However, it is difficult to combine the sectoral and technological perspectives because patents are classified based on their technological content according to IPC, which does not correspond to industry definitions (e.g., by NACE codes). Therefore, a concordance between industries and technology fields is required. To reach this concordance, a probability matching of German patent applicants with company names from the Hoppenstedt database of German companies (www.hoppenstedt.de) was applied. This matching allows for a combination of the two data sources at the micro-level of companies/patent applicants, through which patent filings can be assigned to individual sectors of the economy,Footnote 1 and enables us to calculate the shares of patents in non-R&D-intensive (manufacturing) industries by technology field. The non-R&D-intensive manufacturing sectors are defined according to their R&D intensity and are based on the sector lists by Gehrke et al. (2013) at the level of 3-digit NACE (Rev. 2) codes.Footnote 2 The results are displayed in Fig. 4.3.
Shares of transnational patent filings from non-R&D-intensive manufacturing industries (NACE Rev. 2) by technology field, German applicants (Source: EPO – PATSTAT; Hoppenstedt; Fraunhofer ISI calculations)

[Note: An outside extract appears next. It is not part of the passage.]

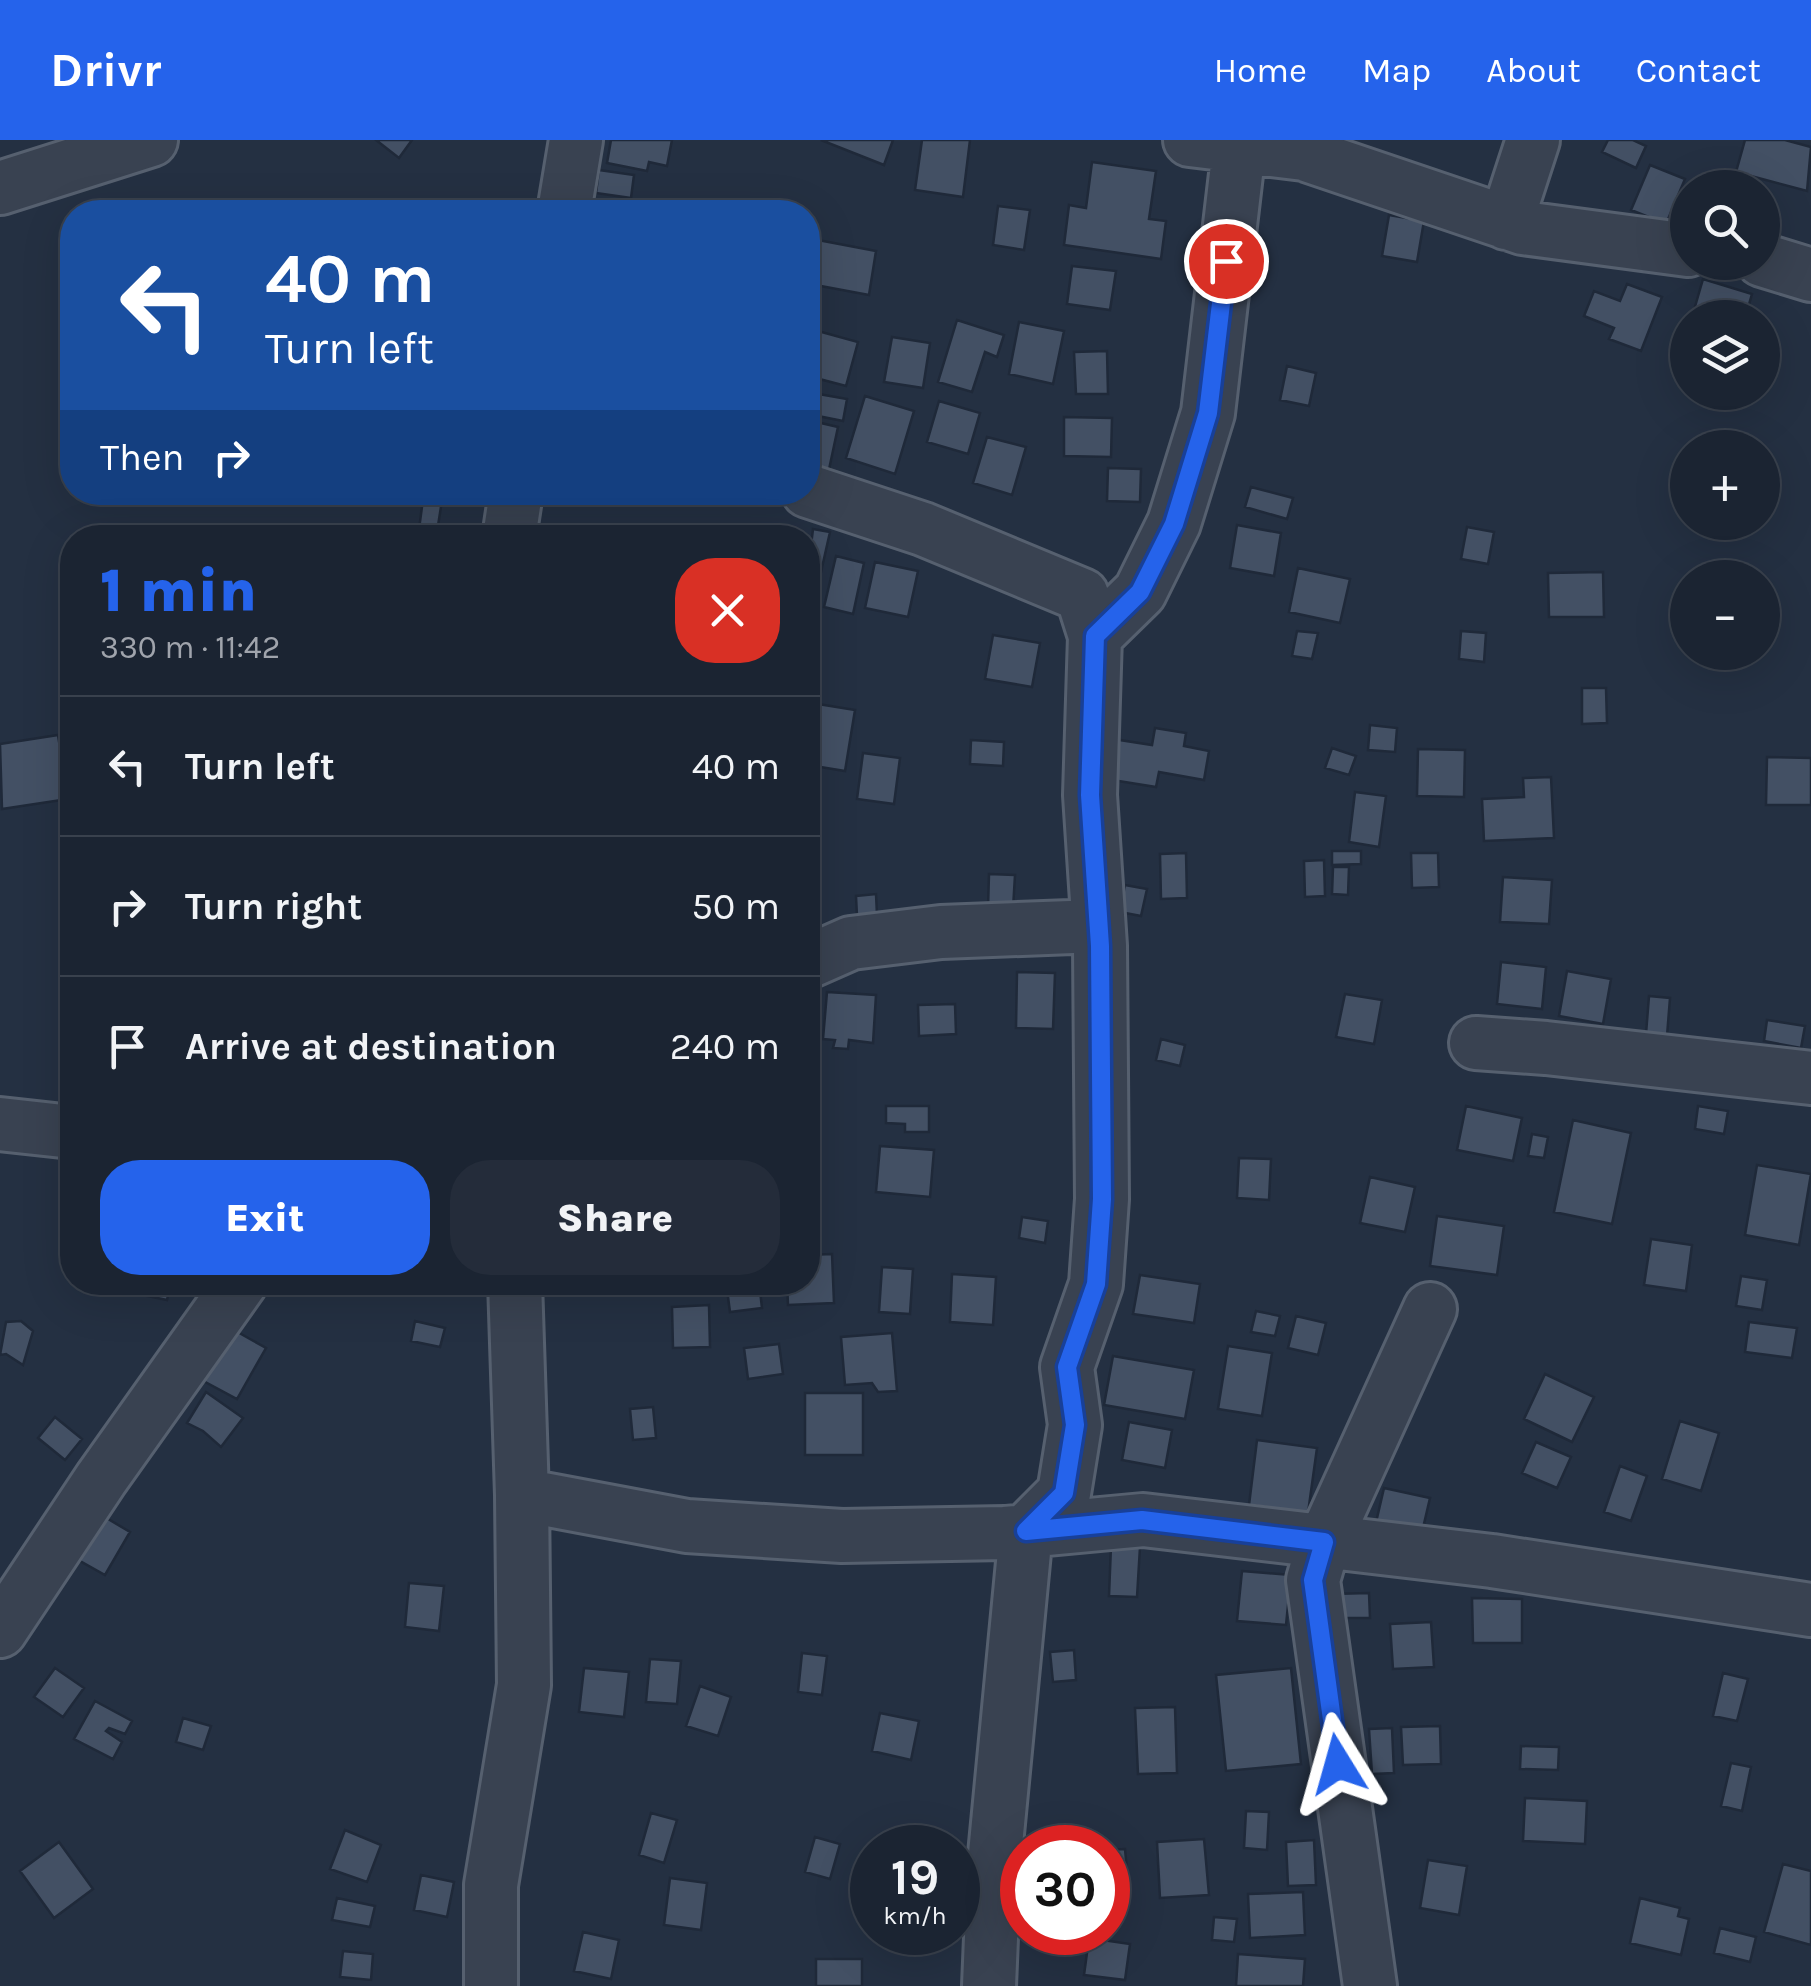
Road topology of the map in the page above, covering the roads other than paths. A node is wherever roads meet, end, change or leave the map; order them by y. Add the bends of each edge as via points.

Approximately 65 % of all patent filings from German companies in the non-R&D-intensive sectors are filed in technology fields that are defined as non-R&D-intensive. However, approximately 7 % of their filings are classified as leading-edge technologies and 28 % are classified as high-level technologies. A comparison of the trends over time indicates that since 2006, patents from the non-R&D-intensive sectors are increasingly filed in high-level and leading-edge technologies. Thus, firms from the non-R&D-intensive industries have increasingly entered the high-technology scene in terms of patenting in recent years, and they increasingly rely on R&D-intensive technologies in their daily business.
As stated above, we can view the argument from the inverse perspective and consider the shares of patent filings from high-level and leading-edge manufacturing industries in non-R&D-intensive technology areas (Fig. 4.4). The companies from high-level sectors have a higher share of patent filings in non-R&D-intensive technology areas than companies from leading-edge sectors. Over the years, the shares for the high-level sectors have increased, implying that not only companies from non-R&D-intensive industries are increasingly entering the high-technology scene, but also that more patents in non-R&D-intensive technology areas are filed by companies from the high-level technology sectors. For the leading-edge sectors, the share of patents in non-R&D-intensive technology areas remains relatively stable over the entire time period, with only a slight increase of 2 % points between the years 2000 and 2010.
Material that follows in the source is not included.